Irán anunció avances en sus conversaciones con Omán para la administración del estratégico estrecho de Ormuz, mientras las tensiones con Estados Unidos se intensifican. El parlamento iraní, por su parte, considera una ley para fortalecer su control sobre este paso marítimo crucial. Las reuniones bilaterales buscan establecer mecanismos de navegación segura y respetar los derechos de soberanía de ambos países ribereños.
El gobierno de Irán informó este domingo sobre progresos en los diálogos con Omán acerca de la administración del estrecho de Ormuz. Esto ocurre en un momento de creciente fricción con Estados Unidos, tras la interrupción de un acuerdo de tregua. Simultáneamente, el poder legislativo iraní está evaluando una iniciativa legal para asegurar una mayor supervisión nacional sobre esta vital ruta marítima.
El portavoz del Ministerio de Asuntos Exteriores de Irán, Esmail Baghaei, detalló que funcionarios de alto nivel de ambos países mantuvieron varias rondas de conversaciones el viernes y el sábado en Teherán. De acuerdo con el vocero, las representaciones diplomáticas acordaron “principios compartidos y métodos operativos para garantizar la seguridad del tránsito marítimo en el estrecho de Ormuz, respetando la autoridad soberana de los dos estados costeros”.
Baghaei describió las reuniones como “productivas” y confirmó que se lograron avances, aunque aclaró que las discusiones técnicas y políticas continuarán entre ambos gabinetes. Además, aseguró que, hasta la fecha, no se han producido alteraciones en la situación del movimiento de embarcaciones a través del estrecho.
Irán y Omán comparten la jurisdicción de estas aguas, por donde circulaba aproximadamente una quinta parte del petróleo comercializado por vía marítima a nivel global antes del comienzo del conflicto entre Irán y Estados Unidos, el 28 de febrero pasado.
Estas negociaciones se desarrollan mientras ambas naciones buscan establecer normativas para la navegación, después de las recientes restricciones impuestas por la Guardia Revolucionaria iraní al tráfico marítimo en la zona. A finales de junio, Omán, con el respaldo de Estados Unidos, habilitó un corredor marítimo temporal sin tarifas para facilitar el paso por el estrecho.
La respuesta de Irán incluyó ataques a embarcaciones que utilizaban esa ruta, lo que llevó a Washington a incrementar los bombardeos sobre territorio iraní. El 5 de julio, Teherán nuevamente declaró el cierre del estrecho de Ormuz, mientras Estados Unidos restableció el bloqueo naval sobre puertos y buques iraníes en la región. Esta medida había sido suspendida tras el memorando de entendimiento alcanzado por ambas partes a mediados de junio.

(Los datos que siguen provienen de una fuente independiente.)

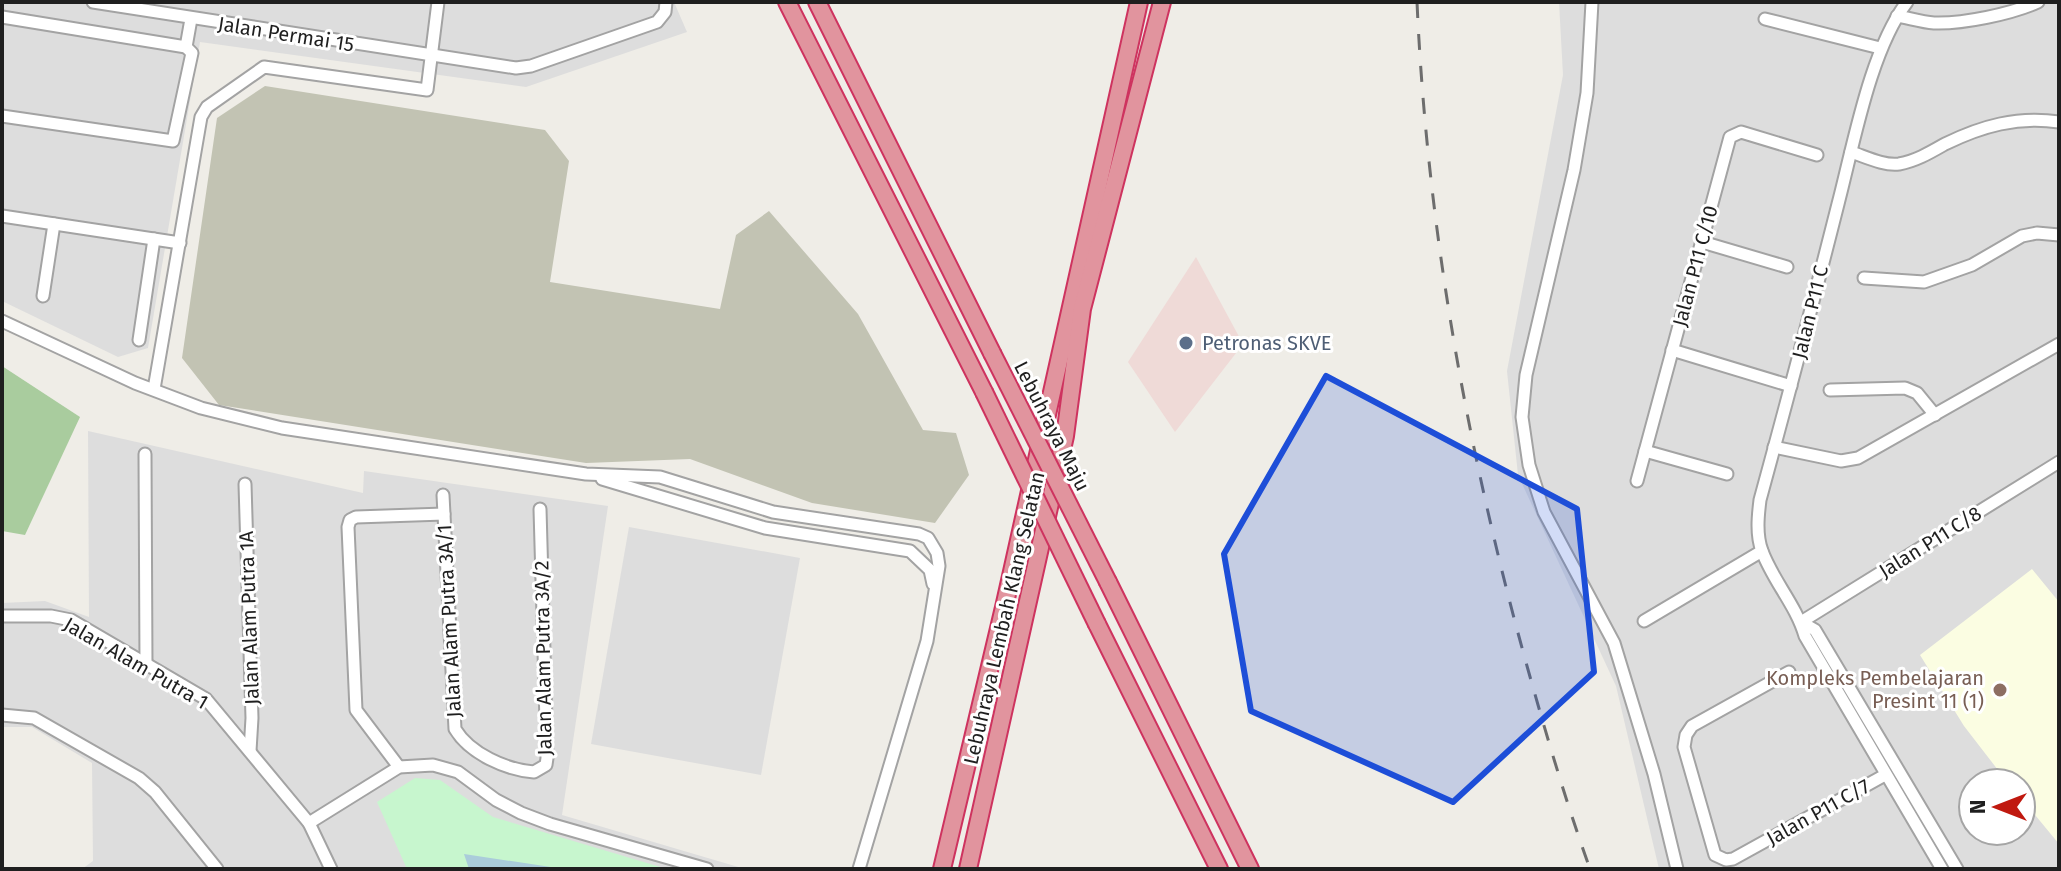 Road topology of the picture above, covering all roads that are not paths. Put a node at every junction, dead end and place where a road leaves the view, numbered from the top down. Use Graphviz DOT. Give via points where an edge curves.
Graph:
graph roads {
  1 [pos="93,2"];
  2 [pos="438,2"];
  3 [pos="666,2"];
  4 [pos="787,2"];
  5 [pos="817,2"];
  6 [pos="1139,2"];
  7 [pos="1162,2"];
  8 [pos="1592,2"];
  9 [pos="1907,2"];
  10 [pos="2038,2"];
  11 [pos="1897,16"];
  12 [pos="2,17"];
  13 [pos="191,19"];
  14 [pos="1765,19"];
  15 [pos="186,47"];
  16 [pos="1880,48"];
  17 [pos="432,56"];
  18 [pos="2,116"];
  19 [pos="2059,122"];
  20 [pos="1851,152"];
  21 [pos="1817,155"];
  22 [pos="2,216"];
  23 [pos="54,224"];
  24 [pos="2059,235"];
  25 [pos="154,239"];
  26 [pos="1702,242"];
  27 [pos="180,243"];
  28 [pos="1787,267"];
  29 [pos="1864,278"];
  30 [pos="43,296"];
  31 [pos="2,321"];
  32 [pos="139,340"];
  33 [pos="2059,344"];
  34 [pos="1672,350"];
  35 [pos="1791,386"];
  36 [pos="154,389"];
  37 [pos="1830,390"];
  38 [pos="1935,415"];
  39 [pos="1774,447"];
  40 [pos="1645,451"];
  41 [pos="145,454"];
  42 [pos="2059,462"];
  43 [pos="586,474"];
  44 [pos="1727,474"];
  45 [pos="648,477"];
  46 [pos="1637,481"];
  47 [pos="245,484"];
  48 [pos="719,494"];
  49 [pos="443,495"];
  50 [pos="669,499"];
  51 [pos="540,509"];
  52 [pos="444,514"];
  53 [pos="819,519"];
  54 [pos="833,540"];
  55 [pos="1762,551"];
  56 [pos="934,587"];
  57 [pos="2,616"];
  58 [pos="1644,621"];
  59 [pos="1801,622"];
  60 [pos="146,664"];
  61 [pos="1789,672"];
  62 [pos="2,715"];
  63 [pos="250,751"];
  64 [pos="399,767"];
  65 [pos="507,767"];
  66 [pos="1885,775"];
  67 [pos="309,823"];
  68 [pos="1939,868"];
  69 [pos="217,869"];
  70 [pos="331,869"];
  71 [pos="707,869"];
  72 [pos="859,869"];
  73 [pos="942,869"];
  74 [pos="968,869"];
  75 [pos="1219,869"];
  76 [pos="1250,869"];
  77 [pos="1677,869"];
  78 [pos="1957,869"];
  1 -- 13 [label="street, Jalan Permai 15"];
  2 -- 17 [label="street"];
  3 -- 17 [label="street, Jalan Permai 15" via="657,22 531,66"];
  4 -- 75 [label="highway, bridge"];
  5 -- 76 [label="highway, Lebuhraya Maju, bridge"];
  6 -- 73 [label="highway, Lebuhraya Lembah Klang Selatan"];
  7 -- 74 [label="highway, Lebuhraya Lembah Klang Selatan" via="1082,309 1065,436"];
  8 -- 77 [label="street" via="1587,93 1526,375 1522,417 1529,465 1544,512 1614,643"];
  9 -- 11 [label="street, Jalan P11 C"];
  10 -- 11 [label="street" via="1949,23"];
  11 -- 16 [label="street, Jalan P11 C"];
  12 -- 15 [label="street"];
  13 -- 15 [label="street"];
  13 -- 17 [label="street, Jalan Permai 15"];
  14 -- 16 [label="street"];
  15 -- 18 [label="street" via="192,53 169,143"];
  16 -- 20 [label="street, Jalan P11 C"];
  17 -- 27 [label="street" via="427,90 272,67 258,70 213,100 201,117"];
  19 -- 20 [label="street" via="1987,126 1896,164"];
  20 -- 35 [label="street, Jalan P11 C"];
  21 -- 26 [label="street, Jalan P11 C/10" via="1741,132 1730,137"];
  22 -- 23 [label="street"];
  23 -- 25 [label="street"];
  23 -- 30 [label="street"];
  24 -- 29 [label="street" via="2022,236 1972,265 1924,282"];
  25 -- 27 [label="street"];
  25 -- 32 [label="street"];
  26 -- 28 [label="street"];
  26 -- 34 [label="street, Jalan P11 C/10"];
  27 -- 36 [label="street"];
  31 -- 36 [label="street"];
  33 -- 38 [label="street"];
  34 -- 35 [label="street"];
  34 -- 40 [label="street, Jalan P11 C/10"];
  35 -- 39 [label="street, Jalan P11 C"];
  36 -- 43 [label="street" via="201,408 282,428"];
  37 -- 38 [label="street" via="1905,388 1917,393"];
  38 -- 39 [label="street" via="1850,461"];
  39 -- 55 [label="street, Jalan P11 C" via="1760,500"];
  40 -- 44 [label="street"];
  40 -- 46 [label="street, Jalan P11 C/10"];
  41 -- 60 [label="street"];
  42 -- 59 [label="street, Jalan P11 C/8"];
  43 -- 45 [label="street"];
  43 -- 50 [label="street"];
  45 -- 48 [label="street"];
  45 -- 50 [label="street" via="668,488"];
  47 -- 63 [label="street, Jalan Alam Putra 1A"];
  48 -- 50 [label="street" via="684,491"];
  48 -- 53 [label="street" via="773,512"];
  49 -- 52 [label="street, Jalan Alam Putra 3A/1"];
  50 -- 54 [label="street" via="765,528"];
  51 -- 65 [label="street, Jalan Alam Putra 3A/2" via="547,758 546,765 534,772"];
  52 -- 64 [label="street" via="356,517 348,527 356,710"];
  52 -- 65 [label="street, Jalan Alam Putra 3A/1" via="455,729 465,742"];
  53 -- 54 [label="street" via="833,529"];
  53 -- 56 [label="street" via="928,538 939,566"];
  54 -- 56 [label="street" via="910,551 930,570"];
  55 -- 58 [label="street"];
  55 -- 59 [label="street, Jalan P11 C"];
  56 -- 72 [label="street" via="927,641"];
  57 -- 60 [label="street, Jalan Alam Putra 1" via="71,620"];
  59 -- 66 [label="street, Jalan P11 C"];
  59 -- 78 [label="street, Jalan P11 C" via="1815,630"];
  60 -- 63 [label="street, Jalan Alam Putra 1" via="206,699"];
  61 -- 66 [label="street, Jalan P11 C/7" via="1692,726 1686,735 1684,747 1715,855 1733,859"];
  62 -- 69 [label="street" via="44,722 139,778"];
  63 -- 67 [label="street, Jalan Alam Putra 1"];
  64 -- 67 [label="street"];
  64 -- 71 [label="street" via="448,768 521,813"];
  66 -- 68 [label="street, Jalan P11 C"];
  67 -- 70 [label="street, Jalan Alam Putra 1"];
}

En este contexto, el parlamento iraní analiza una normativa destinada a reforzar el control nacional sobre el paso marítimo. La reanudación del conflicto entre Estados Unidos e Irán ha vuelto a poner en peligro el tránsito por el estrecho de Ormuz. El cierre decretado por Teherán y el bloqueo naval estadounidense han impactado el flujo de crudo, generando preocupación internacional por la estabilidad energética.

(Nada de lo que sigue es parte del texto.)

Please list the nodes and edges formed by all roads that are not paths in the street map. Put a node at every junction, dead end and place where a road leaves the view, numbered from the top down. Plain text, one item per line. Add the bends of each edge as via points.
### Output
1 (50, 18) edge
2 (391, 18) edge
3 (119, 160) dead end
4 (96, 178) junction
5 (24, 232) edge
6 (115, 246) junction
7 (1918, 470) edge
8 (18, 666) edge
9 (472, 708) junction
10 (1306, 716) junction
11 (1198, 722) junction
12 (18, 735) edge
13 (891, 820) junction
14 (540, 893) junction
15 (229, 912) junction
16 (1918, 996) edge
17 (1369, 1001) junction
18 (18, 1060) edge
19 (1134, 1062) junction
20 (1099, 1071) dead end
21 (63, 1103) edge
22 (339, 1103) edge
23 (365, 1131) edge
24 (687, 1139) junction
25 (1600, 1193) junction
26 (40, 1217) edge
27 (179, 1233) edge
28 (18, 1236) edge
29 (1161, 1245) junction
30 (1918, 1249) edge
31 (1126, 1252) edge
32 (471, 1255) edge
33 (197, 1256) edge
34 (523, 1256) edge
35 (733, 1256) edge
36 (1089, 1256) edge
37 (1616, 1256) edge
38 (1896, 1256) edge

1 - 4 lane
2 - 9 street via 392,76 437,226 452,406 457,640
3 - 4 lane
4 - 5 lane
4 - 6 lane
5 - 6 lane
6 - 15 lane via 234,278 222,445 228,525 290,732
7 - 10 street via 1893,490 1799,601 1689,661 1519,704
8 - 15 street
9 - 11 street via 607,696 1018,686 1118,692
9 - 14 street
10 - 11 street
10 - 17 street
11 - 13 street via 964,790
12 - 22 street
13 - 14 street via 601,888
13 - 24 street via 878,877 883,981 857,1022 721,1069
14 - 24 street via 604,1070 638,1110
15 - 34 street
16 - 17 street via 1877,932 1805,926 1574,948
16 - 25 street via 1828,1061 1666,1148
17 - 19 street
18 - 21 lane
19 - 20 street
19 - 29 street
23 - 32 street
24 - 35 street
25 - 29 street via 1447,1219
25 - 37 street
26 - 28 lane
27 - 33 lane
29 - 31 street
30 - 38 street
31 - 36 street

Previamente al conflicto, por este corredor marítimo transitaba cerca del 20% del petróleo transportado por mar a nivel mundial. Según informes, Estados Unidos y el Reino Unido planean celebrar la próxima semana una reunión en Londres para discutir la formación de una posible alianza internacional con el fin de asegurar la libre navegación en el estrecho de Ormuz. Se espera que el encuentro congregue a ministros de Defensa y altos mandos militares occidentales, incluyendo al secretario de Defensa de Estados Unidos, Pete Hegseth, y al jefe del Estado Mayor Conjunto, Dan Caine.
Washington busca que sus aliados aporten recursos militares, como buques cazaminas, embarcaciones de guerra y drones, para fortalecer la seguridad marítima. Fuentes diplomáticas indicaron que la Casa Blanca busca consolidar un apoyo global ante la escalada del conflicto y el creciente riesgo para el transporte mundial de hidrocarburos. Este anuncio coincide con el incremento del precio del petróleo, cuyo barril alcanzó los 100 dólares, su valor más alto desde mayo. El alza se atribuye a la intensificación del conflicto entre Irán y Estados Unidos y a las recientes acciones de los rebeldes hutíes de Yemen, aliados de Teherán, quienes bloquearon el mar Rojo para los buques saudíes.